RAID 0 (AKA ‘striping’) creates one logical disk out of multiple, identical physical disks. The total capacity is the sum of the individual disks. It offers higher data throughput, but does not actually provide any data redundancy whatsoever. Each disk is proportioned into many identically-sized ‘stripes’, which form a continuous chain when seen from the point of view of the whole logical disk. The stripes are shared in such a way that the first physical disk contains the first stripe, the second physical disk the second, and so on, until we return to the first physical disk where the count continues. The RAID controller stores metadata in track 0 of the physical disk(s) that dictates the configuration of the RAID array. If this metadata is corrupted or lost, the logical RAID 0 disk will be lost, the controller will treat the physical drives as individual, separate logical drives and the data will be inaccessible because it is split over multiple discs. This guide attempts to show how one can recover the logical RAID 0 disk when little information is know about physical & logical disk parameters, and partition & file system information a priori.

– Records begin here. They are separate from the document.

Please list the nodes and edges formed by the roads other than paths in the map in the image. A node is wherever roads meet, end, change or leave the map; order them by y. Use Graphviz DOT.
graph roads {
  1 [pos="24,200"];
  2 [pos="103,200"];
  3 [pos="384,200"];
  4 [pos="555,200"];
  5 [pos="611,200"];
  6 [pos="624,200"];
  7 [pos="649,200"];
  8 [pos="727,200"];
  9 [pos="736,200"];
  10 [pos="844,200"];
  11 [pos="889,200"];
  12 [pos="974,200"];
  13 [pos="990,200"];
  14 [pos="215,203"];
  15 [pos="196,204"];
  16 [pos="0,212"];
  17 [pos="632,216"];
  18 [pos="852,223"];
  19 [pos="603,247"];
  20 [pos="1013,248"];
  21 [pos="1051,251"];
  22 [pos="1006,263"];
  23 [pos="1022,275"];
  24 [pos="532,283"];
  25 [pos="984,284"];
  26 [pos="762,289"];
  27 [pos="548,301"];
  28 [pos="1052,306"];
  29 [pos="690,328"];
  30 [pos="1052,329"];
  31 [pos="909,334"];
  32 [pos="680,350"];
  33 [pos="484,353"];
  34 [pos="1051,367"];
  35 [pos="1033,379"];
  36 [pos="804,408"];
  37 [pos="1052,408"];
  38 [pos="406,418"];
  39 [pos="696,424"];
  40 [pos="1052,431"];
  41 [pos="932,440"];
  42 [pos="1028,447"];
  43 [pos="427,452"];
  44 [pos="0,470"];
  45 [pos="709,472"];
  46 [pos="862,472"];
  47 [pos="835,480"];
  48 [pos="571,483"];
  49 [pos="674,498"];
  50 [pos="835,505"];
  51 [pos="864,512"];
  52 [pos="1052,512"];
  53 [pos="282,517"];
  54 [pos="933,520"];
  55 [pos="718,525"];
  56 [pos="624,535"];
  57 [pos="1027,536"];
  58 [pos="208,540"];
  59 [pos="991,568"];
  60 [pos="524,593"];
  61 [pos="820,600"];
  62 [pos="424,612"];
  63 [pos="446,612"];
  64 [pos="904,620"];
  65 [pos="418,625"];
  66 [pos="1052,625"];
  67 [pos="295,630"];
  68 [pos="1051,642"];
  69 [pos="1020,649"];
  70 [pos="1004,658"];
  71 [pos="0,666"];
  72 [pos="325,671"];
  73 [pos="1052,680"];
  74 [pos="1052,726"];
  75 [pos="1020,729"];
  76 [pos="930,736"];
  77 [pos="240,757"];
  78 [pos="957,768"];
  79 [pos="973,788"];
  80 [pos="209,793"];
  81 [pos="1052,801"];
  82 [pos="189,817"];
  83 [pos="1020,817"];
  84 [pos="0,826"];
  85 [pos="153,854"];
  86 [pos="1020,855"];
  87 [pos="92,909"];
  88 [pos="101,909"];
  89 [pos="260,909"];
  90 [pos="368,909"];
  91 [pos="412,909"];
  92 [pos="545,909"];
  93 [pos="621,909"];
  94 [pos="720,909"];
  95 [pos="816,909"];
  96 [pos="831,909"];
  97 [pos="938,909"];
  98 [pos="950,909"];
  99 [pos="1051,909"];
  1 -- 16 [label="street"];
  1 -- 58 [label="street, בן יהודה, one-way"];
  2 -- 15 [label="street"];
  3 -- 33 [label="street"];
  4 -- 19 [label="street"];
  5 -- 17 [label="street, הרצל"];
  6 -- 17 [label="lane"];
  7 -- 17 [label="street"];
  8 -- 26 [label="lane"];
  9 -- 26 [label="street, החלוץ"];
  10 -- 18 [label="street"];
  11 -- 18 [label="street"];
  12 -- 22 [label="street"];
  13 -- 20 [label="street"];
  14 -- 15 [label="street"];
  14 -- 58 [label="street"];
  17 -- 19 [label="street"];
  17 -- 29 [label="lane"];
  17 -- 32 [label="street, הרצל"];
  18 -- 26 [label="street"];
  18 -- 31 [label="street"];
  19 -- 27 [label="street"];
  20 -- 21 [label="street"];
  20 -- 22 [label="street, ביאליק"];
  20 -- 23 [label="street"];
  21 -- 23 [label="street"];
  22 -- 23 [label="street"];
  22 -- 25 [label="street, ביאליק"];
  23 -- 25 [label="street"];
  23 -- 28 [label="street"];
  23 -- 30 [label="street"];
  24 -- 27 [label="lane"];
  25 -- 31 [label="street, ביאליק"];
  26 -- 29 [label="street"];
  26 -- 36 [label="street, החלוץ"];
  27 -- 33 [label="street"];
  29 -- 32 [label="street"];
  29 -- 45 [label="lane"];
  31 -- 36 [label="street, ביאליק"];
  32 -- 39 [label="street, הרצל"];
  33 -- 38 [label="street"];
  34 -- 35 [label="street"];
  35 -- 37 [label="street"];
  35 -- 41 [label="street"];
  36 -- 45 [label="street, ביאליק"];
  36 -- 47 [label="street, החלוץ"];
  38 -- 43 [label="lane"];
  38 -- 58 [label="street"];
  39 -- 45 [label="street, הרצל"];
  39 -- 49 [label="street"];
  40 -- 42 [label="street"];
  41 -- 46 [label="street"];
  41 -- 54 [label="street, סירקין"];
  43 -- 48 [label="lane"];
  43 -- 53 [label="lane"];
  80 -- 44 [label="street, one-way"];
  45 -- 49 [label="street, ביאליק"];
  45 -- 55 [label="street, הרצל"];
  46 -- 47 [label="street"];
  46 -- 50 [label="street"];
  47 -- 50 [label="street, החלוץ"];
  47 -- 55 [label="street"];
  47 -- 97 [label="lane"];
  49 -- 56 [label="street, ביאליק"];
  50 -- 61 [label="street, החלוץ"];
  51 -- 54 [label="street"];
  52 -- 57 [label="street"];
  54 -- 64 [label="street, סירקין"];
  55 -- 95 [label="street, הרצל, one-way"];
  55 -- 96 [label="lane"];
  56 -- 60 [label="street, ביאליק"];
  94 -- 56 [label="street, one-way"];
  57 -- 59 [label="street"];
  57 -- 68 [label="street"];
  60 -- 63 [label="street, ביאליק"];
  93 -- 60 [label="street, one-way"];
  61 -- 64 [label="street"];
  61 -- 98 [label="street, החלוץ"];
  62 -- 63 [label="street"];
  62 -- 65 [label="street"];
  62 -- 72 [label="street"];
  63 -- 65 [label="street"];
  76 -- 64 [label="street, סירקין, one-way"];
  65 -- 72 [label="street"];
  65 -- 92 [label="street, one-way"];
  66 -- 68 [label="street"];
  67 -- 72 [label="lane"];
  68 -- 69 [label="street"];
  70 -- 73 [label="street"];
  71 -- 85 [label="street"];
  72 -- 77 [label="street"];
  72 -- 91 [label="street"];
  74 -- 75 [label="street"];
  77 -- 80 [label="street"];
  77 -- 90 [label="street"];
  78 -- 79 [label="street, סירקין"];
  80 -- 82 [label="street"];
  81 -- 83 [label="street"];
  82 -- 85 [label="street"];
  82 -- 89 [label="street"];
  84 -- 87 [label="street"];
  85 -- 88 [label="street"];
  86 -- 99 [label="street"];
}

* If one of your physical disks has failed, then unfortunately the prospect of recovering your data is rather dim. The following guide should still be useful however: after you have determined the stripe size, you should still be able to recover files that start in a stripe and are small enough to fit within the same stripe on a remaining physical disk. Unless you have sophisticated recovery software, it might be more difficult to find and extract the associated file system metadata. It may sounds like a moot point now, but do keep backups of important data!

Introduction

The reader should be familiar with such terms as:

·     Sector (smallest addressable block of data on a disk, usually 512 bytes)
·     Master Boot Record (a table in sector 0 containing four entries that describes how areas of data is laid out on the disk)
·     Track 0 (consists of all the sectors in cylinder 0, head 0 of the disk, which contains the MBR and metadata, usually sectors 0-63)
·     File system Cluster (a cluster contains a fixed number of sectors, eg: 8, which yields 4KB clusters)
·     Partition information block (commonly a single sector that contains information about the file system in a partition, eg: the cluster size, cluster count, position of metadata, etc)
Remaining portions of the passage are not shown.